De pelotas grandes y pequeñas

Hoy pensaba que sería un día especial y mis vaticinios se han cumplido. Quizá pienses que los días especiales tienen que ocurrir grandes cosas, pero incluso dentro de la más absoluta normalidad hay situaciones que te hacen ver la vida de otro modo.

En un mundo de sorpresas, sobresaltos, inquietudes, se agradecen los días especiales en los que no ocurre nada digno de mención y en los que todo transcurre según lo previsto.

Hace un rato he visto como Rafael Nadal se metía en tercera ronda en Wimbledon, y con la eliminación de Djokovic ayer, el español se distancia de nuevo del número tres y va buscando ya al número 1.

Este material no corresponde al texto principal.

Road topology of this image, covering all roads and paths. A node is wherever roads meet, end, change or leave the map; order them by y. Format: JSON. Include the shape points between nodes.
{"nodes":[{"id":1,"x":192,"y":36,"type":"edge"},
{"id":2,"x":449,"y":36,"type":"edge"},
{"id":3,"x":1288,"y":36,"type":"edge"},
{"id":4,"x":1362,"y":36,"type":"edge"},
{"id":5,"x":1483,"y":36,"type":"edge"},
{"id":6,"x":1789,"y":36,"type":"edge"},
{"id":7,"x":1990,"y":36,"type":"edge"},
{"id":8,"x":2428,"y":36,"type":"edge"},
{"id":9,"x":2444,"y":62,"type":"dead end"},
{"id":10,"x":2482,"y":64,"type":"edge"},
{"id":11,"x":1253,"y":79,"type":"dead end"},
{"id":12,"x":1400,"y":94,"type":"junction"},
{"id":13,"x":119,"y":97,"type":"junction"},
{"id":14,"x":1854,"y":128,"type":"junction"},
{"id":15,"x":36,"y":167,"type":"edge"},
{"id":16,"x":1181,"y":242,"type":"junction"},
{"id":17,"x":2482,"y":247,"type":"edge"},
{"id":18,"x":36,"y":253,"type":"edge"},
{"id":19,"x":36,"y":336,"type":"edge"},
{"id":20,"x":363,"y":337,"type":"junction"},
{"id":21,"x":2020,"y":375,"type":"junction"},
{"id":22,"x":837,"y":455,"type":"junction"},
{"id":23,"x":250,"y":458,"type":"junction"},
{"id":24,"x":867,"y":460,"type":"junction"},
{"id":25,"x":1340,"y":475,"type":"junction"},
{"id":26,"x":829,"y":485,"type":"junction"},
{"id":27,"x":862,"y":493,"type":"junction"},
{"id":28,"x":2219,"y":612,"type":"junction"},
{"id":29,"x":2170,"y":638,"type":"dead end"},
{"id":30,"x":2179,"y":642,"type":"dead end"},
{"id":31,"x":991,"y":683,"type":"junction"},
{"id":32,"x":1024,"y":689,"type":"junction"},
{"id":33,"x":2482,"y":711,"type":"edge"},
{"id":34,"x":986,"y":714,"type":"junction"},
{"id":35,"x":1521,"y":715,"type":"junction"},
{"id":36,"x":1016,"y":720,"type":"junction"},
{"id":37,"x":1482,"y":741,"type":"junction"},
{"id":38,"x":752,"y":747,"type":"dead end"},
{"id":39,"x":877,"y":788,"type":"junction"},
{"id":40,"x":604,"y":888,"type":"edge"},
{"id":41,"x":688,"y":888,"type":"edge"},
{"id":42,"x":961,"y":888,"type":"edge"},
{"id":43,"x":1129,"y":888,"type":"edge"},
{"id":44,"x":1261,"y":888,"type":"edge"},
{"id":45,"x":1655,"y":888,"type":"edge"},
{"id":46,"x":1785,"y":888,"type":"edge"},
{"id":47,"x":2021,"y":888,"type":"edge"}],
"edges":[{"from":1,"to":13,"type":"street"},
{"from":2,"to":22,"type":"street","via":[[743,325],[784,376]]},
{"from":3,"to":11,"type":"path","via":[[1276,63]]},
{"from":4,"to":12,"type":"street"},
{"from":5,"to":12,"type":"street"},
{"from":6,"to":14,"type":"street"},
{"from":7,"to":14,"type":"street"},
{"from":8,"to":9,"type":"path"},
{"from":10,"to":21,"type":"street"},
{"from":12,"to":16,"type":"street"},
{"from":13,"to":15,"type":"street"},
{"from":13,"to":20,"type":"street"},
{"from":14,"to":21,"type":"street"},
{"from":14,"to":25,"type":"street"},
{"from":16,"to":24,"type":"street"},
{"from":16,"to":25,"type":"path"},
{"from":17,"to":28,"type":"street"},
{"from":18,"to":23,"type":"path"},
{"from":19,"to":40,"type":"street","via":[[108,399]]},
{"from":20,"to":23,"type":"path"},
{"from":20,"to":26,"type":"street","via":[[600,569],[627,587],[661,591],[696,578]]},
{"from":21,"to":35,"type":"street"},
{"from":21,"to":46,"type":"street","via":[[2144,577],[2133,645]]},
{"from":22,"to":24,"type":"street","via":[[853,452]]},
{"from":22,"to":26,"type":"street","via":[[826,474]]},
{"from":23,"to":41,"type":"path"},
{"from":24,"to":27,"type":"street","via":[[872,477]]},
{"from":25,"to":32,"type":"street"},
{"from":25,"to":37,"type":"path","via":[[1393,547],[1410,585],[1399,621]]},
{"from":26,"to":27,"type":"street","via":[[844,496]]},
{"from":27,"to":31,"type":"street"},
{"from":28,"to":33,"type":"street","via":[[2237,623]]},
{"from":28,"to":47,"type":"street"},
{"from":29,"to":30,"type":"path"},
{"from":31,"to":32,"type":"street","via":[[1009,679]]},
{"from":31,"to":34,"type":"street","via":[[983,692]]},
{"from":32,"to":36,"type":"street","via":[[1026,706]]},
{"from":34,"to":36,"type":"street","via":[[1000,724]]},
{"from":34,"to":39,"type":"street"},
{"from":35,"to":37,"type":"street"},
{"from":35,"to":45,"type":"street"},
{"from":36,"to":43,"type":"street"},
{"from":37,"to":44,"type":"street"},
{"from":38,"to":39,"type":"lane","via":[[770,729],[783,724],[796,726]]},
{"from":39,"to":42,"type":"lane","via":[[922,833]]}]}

La eliminación del serbio no hubiera influido mucho en este torneo porque de haberse encontrado, tendría que haber sido en la final porque iban por itinerarios diferentes de la tabla.

Algo que dice mucho de la sencillez de Nadal es la pequeña anécdota que protagonizó ayer: solicitó a la organización que programaran su partido temprano para tener tiempo para ver la semifinal de España en la Eurocopa. Dicho y hecho. No le importó jugar en una pista que por su categoría merecía.

Esta tarde nuestra selección se verá las caras con Rusia, un combinado temible que practica un juego muy ofensivo y vistoso.

Como no podía ser de otro modo en nuestro país, los medios fanboys ya hablan del rival que nos encontraremos en la final el domingo, Alemania, justo vencedor ayer frente a Turquía, aunque ganaron con lo mínimo. Turquía mereció más por juego, por entrega y por fe.

Para llegar a la final hay todavía que pasar un pequeño trámite sin importancia que es la semifinal y será un partido muy complicado. Los amigos de las cifras, de los conjuros, las maldiciones y demás parafernalia típica de estas batallas deportivas ya echan mano de la historia como si en el deporte la historia se repitiera matemáticamente.

Frases como "Nunca hemos caído en semifinales" o argumentarios por el estilo me hacen reír. Si nos atenemos a la historia, incluso Brasil rompió su racha de no ganar ningún mundial, cuando lo ganó por primera vez. Nadal tampoco le hizo mucho caso a la historia cuando ganó su primer torneo. Los datos y la historia reflejaban que nunca había ganado hasta que ganó. Y así todos los grandes, medianos y pequeños deportistas de todos los tiempos.

Esta tarde noche a disfrutar de un buen partido con la emoción puesta en el resultado. Mientras nos hagan pasar un rato agradable, que gane el que más se lo merezca. Si es España, mejor.

A todo esto, ahora debería estar ya concentrado porque mañana a las 16:00 horas en Canarias juego también un partido. Los padres de los niños del Benjamín del Alcaraván juegan contra los entrenadores y el equipo técnico.

No hay que desanimarse y tener fe como hicieron los turcos durante toda la Eurocopa, pero si tenemos en cuenta que casi todo el equipo técnico del Alcaraván de las categorías inferiores juega regularmente en categoría juvenil y que los padres no es que hagamos mucho ejercicio, tampoco habrá que lamentarse si perdemos. De todos modos nos han asegurado que si al principio ven que nos van ganando con facilidad, podremos sacar a otros juveniles. Ya veremos. El resultado mañana.

Curiosamente este partido no lo dan en televisión. :-))

La viñeta la encontré en Mikel Aguirregabiria. Como está en inglés te la traduzco: ¿No piensas que ha habido demasiado fútbol en televisión últimamente?